Collected data
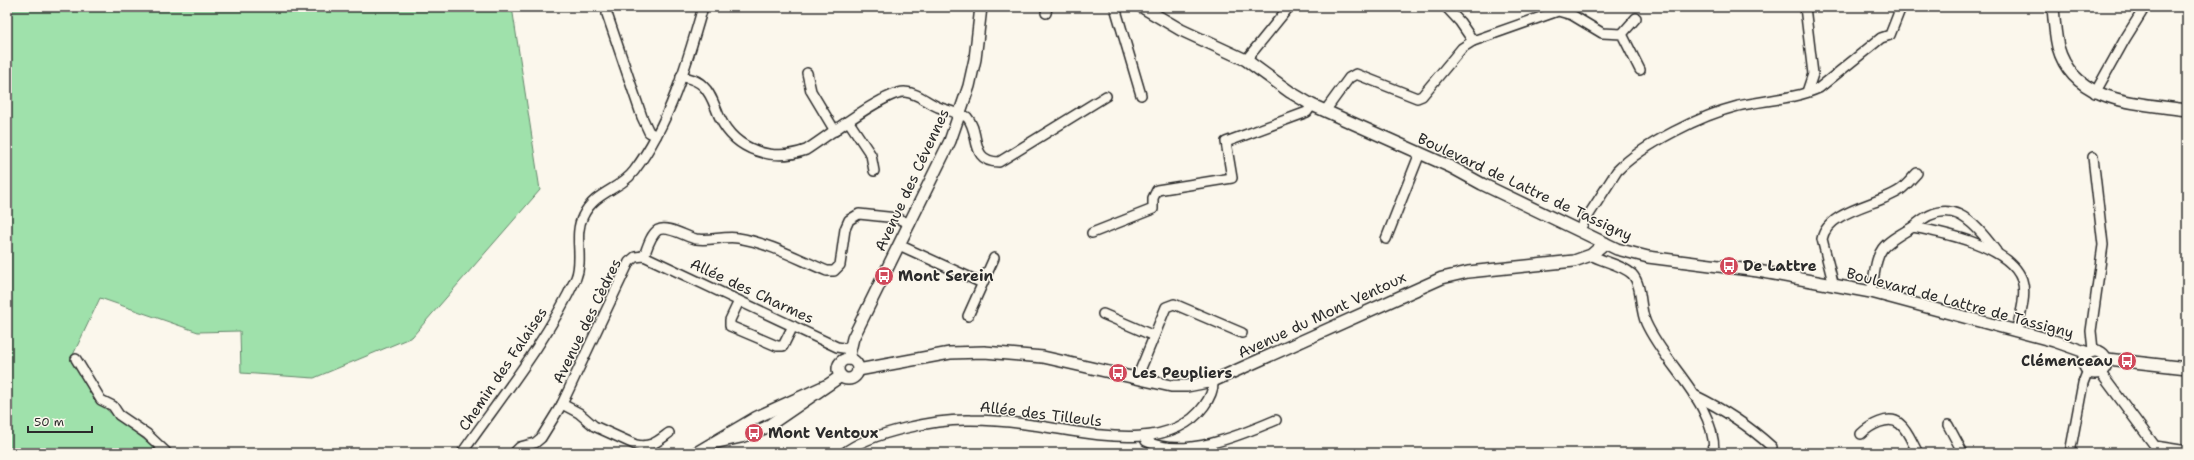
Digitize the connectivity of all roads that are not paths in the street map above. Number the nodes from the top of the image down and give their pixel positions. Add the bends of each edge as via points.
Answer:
1 (608, 7) edge
2 (703, 7) edge
3 (981, 7) edge
4 (1115, 7) edge
5 (1142, 7) edge
6 (1289, 7) edge
7 (1446, 7) edge
8 (1805, 7) edge
9 (1901, 7) edge
10 (2053, 7) edge
11 (2145, 7) edge
12 (1636, 18) dead end
13 (1622, 34) junction
14 (1473, 40) junction
15 (1246, 60) junction
16 (1640, 70) dead end
17 (807, 73) dead end
18 (681, 76) junction
19 (1807, 92) junction
20 (2095, 93) junction
21 (1141, 95) dead end
22 (1106, 96) dead end
23 (1312, 105) junction
24 (2187, 110) edge
25 (1325, 111) junction
26 (960, 114) junction
27 (849, 122) junction
28 (835, 130) junction
29 (656, 136) junction
30 (1420, 153) junction
31 (2093, 157) dead end
32 (874, 171) dead end
33 (1917, 173) dead end
34 (910, 224) junction
35 (1913, 227) junction
36 (1579, 230) junction
37 (1092, 233) dead end
38 (1386, 239) dead end
39 (1605, 243) junction
40 (899, 245) junction
41 (1996, 251) junction
42 (1591, 255) junction
43 (644, 256) junction
44 (994, 258) dead end
45 (982, 283) junction
46 (1834, 286) junction
47 (1871, 292) junction
48 (739, 301) junction
49 (1103, 314) dead end
50 (968, 316) dead end
51 (793, 326) junction
52 (2016, 331) junction
53 (1242, 333) dead end
54 (1154, 336) junction
55 (2091, 352) junction
56 (849, 354) junction
57 (76, 359) dead end
58 (2107, 359) junction
59 (2187, 368) edge
60 (858, 370) junction
61 (2088, 370) junction
62 (2100, 372) junction
63 (841, 376) junction
64 (1137, 378) junction
65 (1212, 382) junction
66 (1694, 394) junction
67 (562, 404) junction
68 (1276, 420) dead end
69 (1948, 426) dead end
70 (669, 433) dead end
71 (1861, 434) dead end
72 (1144, 436) junction
73 (1772, 447) dead end
74 (2155, 449) edge
75 (2187, 451) edge
76 (168, 453) edge
77 (462, 453) edge
78 (514, 453) edge
79 (696, 453) edge
80 (844, 453) edge
81 (1714, 453) edge
82 (1918, 453) edge
83 (1964, 453) edge
84 (2070, 453) edge

1 - 29 street via 607,14 642,117 649,132
2 - 18 street, Chemin des Falaises
3 - 26 street, Avenue des Cévennes via 975,59
4 - 21 street
5 - 15 street, Boulevard de Lattre de Tassigny via 1181,30
6 - 15 street
7 - 14 street
8 - 19 street via 1813,74
9 - 19 street via 1890,35 1881,38 1819,88
10 - 20 street via 2058,46 2063,59 2077,79
11 - 20 street
12 - 13 street
13 - 14 street via 1602,33 1572,15 1558,11
13 - 16 street
14 - 25 street via 1462,48 1422,96 1417,98 1356,74 1349,78
15 - 23 street, Boulevard de Lattre de Tassigny
17 - 28 street via 811,91
18 - 28 street via 703,86 728,131 739,143 752,150 773,155 795,154 806,150
18 - 29 street, Chemin des Falaises via 670,109
19 - 36 street via 1736,107 1656,142 1617,171
20 - 24 street via 2120,100
22 - 26 street via 999,162 990,162 981,157 969,119
23 - 25 street, Boulevard de Lattre de Tassigny
23 - 37 street via 1307,112 1226,142 1232,178 1157,190 1153,198 1153,209
25 - 30 street, Boulevard de Lattre de Tassigny
26 - 27 street via 936,106 918,95 903,92 891,94
26 - 34 street, Avenue des Cévennes via 950,141
27 - 28 street
27 - 32 street via 871,155
29 - 77 street, Chemin des Falaises via 634,172 623,182 602,194 583,215 579,230 579,270 572,286 549,330
30 - 36 street, Boulevard de Lattre de Tassigny
30 - 38 street
31 - 55 street via 2103,245 2091,331
33 - 46 street via 1899,190 1839,218 1823,232 1822,239
34 - 40 street, Avenue des Cévennes
34 - 43 street, Avenue des Cèdres via 897,218 859,214 849,220 842,239 840,265 834,271 827,271 758,243 737,238 698,239 666,228 654,233
35 - 41 street
35 - 41 street via 1933,212 1955,212 1986,238
35 - 47 street via 1889,240 1881,249
36 - 39 street, Boulevard de Lattre de Tassigny
39 - 42 street, Avenue du Mont Ventoux
39 - 46 street, Boulevard de Lattre de Tassigny via 1632,254 1758,271
40 - 45 street
40 - 56 street, Avenue des Cévennes
41 - 52 street via 2017,270 2022,280 2024,290
42 - 65 street, Avenue du Mont Ventoux via 1558,264 1468,272 1442,278
42 - 66 street via 1632,275 1638,286 1646,324
43 - 48 street, Allée des Charmes
43 - 67 street, Avenue des Cèdres via 635,257 629,262
44 - 45 street
45 - 50 street
46 - 47 street, Boulevard de Lattre de Tassigny
47 - 52 street, Boulevard de Lattre de Tassigny
48 - 51 street, Allée des Charmes
48 - 51 street via 730,320 730,326 776,346 783,346
49 - 54 street
51 - 56 street, Allée des Charmes
52 - 55 street, Boulevard de Lattre de Tassigny
53 - 54 street via 1174,304 1166,307
54 - 64 street
55 - 58 street via 2102,352
55 - 61 street via 2084,363
56 - 60 street
56 - 63 street via 840,363 838,370
57 - 76 street via 101,400 113,406 119,415 147,434
58 - 59 street
58 - 62 street via 2106,367
60 - 63 street via 853,378
60 - 64 street, Avenue du Mont Ventoux via 950,353 984,352 1043,357
61 - 62 street
61 - 84 street via 2083,383
62 - 74 street
63 - 79 street via 730,431 716,443
64 - 65 street, Avenue du Mont Ventoux via 1171,386
65 - 72 street, Allée des Tilleuls via 1211,395 1193,418 1174,428
66 - 73 street via 1746,424
66 - 81 street via 1709,422 1714,440
67 - 70 street via 579,413 594,426 636,445 655,444
67 - 78 street, Avenue des Cèdres via 541,438 535,443 520,447
68 - 72 street via 1235,437 1194,448 1158,446 1146,441
69 - 83 street
71 - 82 street via 1867,428 1893,420 1900,424
72 - 80 street, Allée des Tilleuls via 1096,435 1032,425 971,420 943,422 893,432 854,445
74 - 75 street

_Required work_: Copy out the entries exactly as they stand, omitting the images.

_Task solution_:
Digitize the connectivity of all roads that are not paths in the street map above. Number the nodes from the top of the image down and give their pixel positions. Add the bends of each edge as via points.
Answer:
1 (608, 7) edge
2 (703, 7) edge
3 (981, 7) edge
4 (1115, 7) edge
5 (1142, 7) edge
6 (1289, 7) edge
7 (1446, 7) edge
8 (1805, 7) edge
9 (1901, 7) edge
10 (2053, 7) edge
11 (2145, 7) edge
12 (1636, 18) dead end
13 (1622, 34) junction
14 (1473, 40) junction
15 (1246, 60) junction
16 (1640, 70) dead end
17 (807, 73) dead end
18 (681, 76) junction
19 (1807, 92) junction
20 (2095, 93) junction
21 (1141, 95) dead end
22 (1106, 96) dead end
23 (1312, 105) junction
24 (2187, 110) edge
25 (1325, 111) junction
26 (960, 114) junction
27 (849, 122) junction
28 (835, 130) junction
29 (656, 136) junction
30 (1420, 153) junction
31 (2093, 157) dead end
32 (874, 171) dead end
33 (1917, 173) dead end
34 (910, 224) junction
35 (1913, 227) junction
36 (1579, 230) junction
37 (1092, 233) dead end
38 (1386, 239) dead end
39 (1605, 243) junction
40 (899, 245) junction
41 (1996, 251) junction
42 (1591, 255) junction
43 (644, 256) junction
44 (994, 258) dead end
45 (982, 283) junction
46 (1834, 286) junction
47 (1871, 292) junction
48 (739, 301) junction
49 (1103, 314) dead end
50 (968, 316) dead end
51 (793, 326) junction
52 (2016, 331) junction
53 (1242, 333) dead end
54 (1154, 336) junction
55 (2091, 352) junction
56 (849, 354) junction
57 (76, 359) dead end
58 (2107, 359) junction
59 (2187, 368) edge
60 (858, 370) junction
61 (2088, 370) junction
62 (2100, 372) junction
63 (841, 376) junction
64 (1137, 378) junction
65 (1212, 382) junction
66 (1694, 394) junction
67 (562, 404) junction
68 (1276, 420) dead end
69 (1948, 426) dead end
70 (669, 433) dead end
71 (1861, 434) dead end
72 (1144, 436) junction
73 (1772, 447) dead end
74 (2155, 449) edge
75 (2187, 451) edge
76 (168, 453) edge
77 (462, 453) edge
78 (514, 453) edge
79 (696, 453) edge
80 (844, 453) edge
81 (1714, 453) edge
82 (1918, 453) edge
83 (1964, 453) edge
84 (2070, 453) edge

1 - 29 street via 607,14 642,117 649,132
2 - 18 street, Chemin des Falaises
3 - 26 street, Avenue des Cévennes via 975,59
4 - 21 street
5 - 15 street, Boulevard de Lattre de Tassigny via 1181,30
6 - 15 street
7 - 14 street
8 - 19 street via 1813,74
9 - 19 street via 1890,35 1881,38 1819,88
10 - 20 street via 2058,46 2063,59 2077,79
11 - 20 street
12 - 13 street
13 - 14 street via 1602,33 1572,15 1558,11
13 - 16 street
14 - 25 street via 1462,48 1422,96 1417,98 1356,74 1349,78
15 - 23 street, Boulevard de Lattre de Tassigny
17 - 28 street via 811,91
18 - 28 street via 703,86 728,131 739,143 752,150 773,155 795,154 806,150
18 - 29 street, Chemin des Falaises via 670,109
19 - 36 street via 1736,107 1656,142 1617,171
20 - 24 street via 2120,100
22 - 26 street via 999,162 990,162 981,157 969,119
23 - 25 street, Boulevard de Lattre de Tassigny
23 - 37 street via 1307,112 1226,142 1232,178 1157,190 1153,198 1153,209
25 - 30 street, Boulevard de Lattre de Tassigny
26 - 27 street via 936,106 918,95 903,92 891,94
26 - 34 street, Avenue des Cévennes via 950,141
27 - 28 street
27 - 32 street via 871,155
29 - 77 street, Chemin des Falaises via 634,172 623,182 602,194 583,215 579,230 579,270 572,286 549,330
30 - 36 street, Boulevard de Lattre de Tassigny
30 - 38 street
31 - 55 street via 2103,245 2091,331
33 - 46 street via 1899,190 1839,218 1823,232 1822,239
34 - 40 street, Avenue des Cévennes
34 - 43 street, Avenue des Cèdres via 897,218 859,214 849,220 842,239 840,265 834,271 827,271 758,243 737,238 698,239 666,228 654,233
35 - 41 street
35 - 41 street via 1933,212 1955,212 1986,238
35 - 47 street via 1889,240 1881,249
36 - 39 street, Boulevard de Lattre de Tassigny
39 - 42 street, Avenue du Mont Ventoux
39 - 46 street, Boulevard de Lattre de Tassigny via 1632,254 1758,271
40 - 45 street
40 - 56 street, Avenue des Cévennes
41 - 52 street via 2017,270 2022,280 2024,290
42 - 65 street, Avenue du Mont Ventoux via 1558,264 1468,272 1442,278
42 - 66 street via 1632,275 1638,286 1646,324
43 - 48 street, Allée des Charmes
43 - 67 street, Avenue des Cèdres via 635,257 629,262
44 - 45 street
45 - 50 street
46 - 47 street, Boulevard de Lattre de Tassigny
47 - 52 street, Boulevard de Lattre de Tassigny
48 - 51 street, Allée des Charmes
48 - 51 street via 730,320 730,326 776,346 783,346
49 - 54 street
51 - 56 street, Allée des Charmes
52 - 55 street, Boulevard de Lattre de Tassigny
53 - 54 street via 1174,304 1166,307
54 - 64 street
55 - 58 street via 2102,352
55 - 61 street via 2084,363
56 - 60 street
56 - 63 street via 840,363 838,370
57 - 76 street via 101,400 113,406 119,415 147,434
58 - 59 street
58 - 62 street via 2106,367
60 - 63 street via 853,378
60 - 64 street, Avenue du Mont Ventoux via 950,353 984,352 1043,357
61 - 62 street
61 - 84 street via 2083,383
62 - 74 street
63 - 79 street via 730,431 716,443
64 - 65 street, Avenue du Mont Ventoux via 1171,386
65 - 72 street, Allée des Tilleuls via 1211,395 1193,418 1174,428
66 - 73 street via 1746,424
66 - 81 street via 1709,422 1714,440
67 - 70 street via 579,413 594,426 636,445 655,444
67 - 78 street, Avenue des Cèdres via 541,438 535,443 520,447
68 - 72 street via 1235,437 1194,448 1158,446 1146,441
69 - 83 street
71 - 82 street via 1867,428 1893,420 1900,424
72 - 80 street, Allée des Tilleuls via 1096,435 1032,425 971,420 943,422 893,432 854,445
74 - 75 street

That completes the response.